Palermo, in manette Giuseppe Liga: l'erede dei due padrini di San Lorenzo

Palermo, in manette Giuseppe Liga: l'erede dei due padrini di San Lorenzo

Palermo, in manette Giuseppe Liga: l'erede dei due padrini di San Lorenzo

PALERMO - Associazione mafiosa, estorsione e fittizia intestazione di beni. Con queste accuse la Guardia di Finanza ha arrestato Giuseppe Liga, 60 anni, soprannominato l'architetto, ritenuto, l'erede dei due padrini di San Lorenzo alla guida del clan più importante di Palermo.
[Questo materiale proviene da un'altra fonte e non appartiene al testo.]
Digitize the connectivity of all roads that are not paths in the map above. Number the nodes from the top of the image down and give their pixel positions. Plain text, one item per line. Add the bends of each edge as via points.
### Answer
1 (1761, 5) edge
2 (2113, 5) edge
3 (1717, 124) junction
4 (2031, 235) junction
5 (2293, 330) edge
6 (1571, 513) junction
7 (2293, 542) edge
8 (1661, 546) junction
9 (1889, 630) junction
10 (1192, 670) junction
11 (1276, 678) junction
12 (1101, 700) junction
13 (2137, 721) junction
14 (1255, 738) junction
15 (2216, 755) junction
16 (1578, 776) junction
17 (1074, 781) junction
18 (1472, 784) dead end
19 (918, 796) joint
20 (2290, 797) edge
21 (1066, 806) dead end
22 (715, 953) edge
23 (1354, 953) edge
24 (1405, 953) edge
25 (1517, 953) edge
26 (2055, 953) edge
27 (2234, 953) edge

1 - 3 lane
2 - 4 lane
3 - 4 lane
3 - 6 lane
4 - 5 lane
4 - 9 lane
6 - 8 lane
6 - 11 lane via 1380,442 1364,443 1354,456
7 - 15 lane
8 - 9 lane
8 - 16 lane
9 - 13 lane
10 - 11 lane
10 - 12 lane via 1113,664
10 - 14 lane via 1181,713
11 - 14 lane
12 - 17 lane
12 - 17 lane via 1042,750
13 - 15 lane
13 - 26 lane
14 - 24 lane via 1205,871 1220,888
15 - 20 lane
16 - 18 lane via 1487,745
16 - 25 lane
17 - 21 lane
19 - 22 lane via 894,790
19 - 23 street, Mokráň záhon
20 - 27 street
Liga era indicato nei pizzini trovati nel covo del boss Lo Piccolo col numero 013. I collaboratori di giustizia più recenti lo indicano come il successore dei boss Salvatore e Sandro Lo Piccolo.

 

Secondo quanto è emerso dalle indagini, coordinate dai pm della Dda Marcello Viola, Anna Maria Picozzi, Gaetano Pace e Francesco Del Bene, Liga, in particolare, sarebbe stato il collettore delle estorsioni gestendo e incassando il denaro ricavato dal pizzo che continua a essere una delle principali entrate delle cosche.

 

Insieme a lui sono finiti in cella il suo braccio destro Giovanni Angelo Mannino, accusato di associazione mafiosa e Agostino Carollo e Amedeo Sorvillo. Questi ultimi rispondono di fittizia intestazione di beni. Liga è stato chiamato in causa dal collaboratore di giustizia Maurizio Spataro. Il suo era tuttavia già comparso in un'intercettazione dell'indagine "Perseo" dei carabinieri.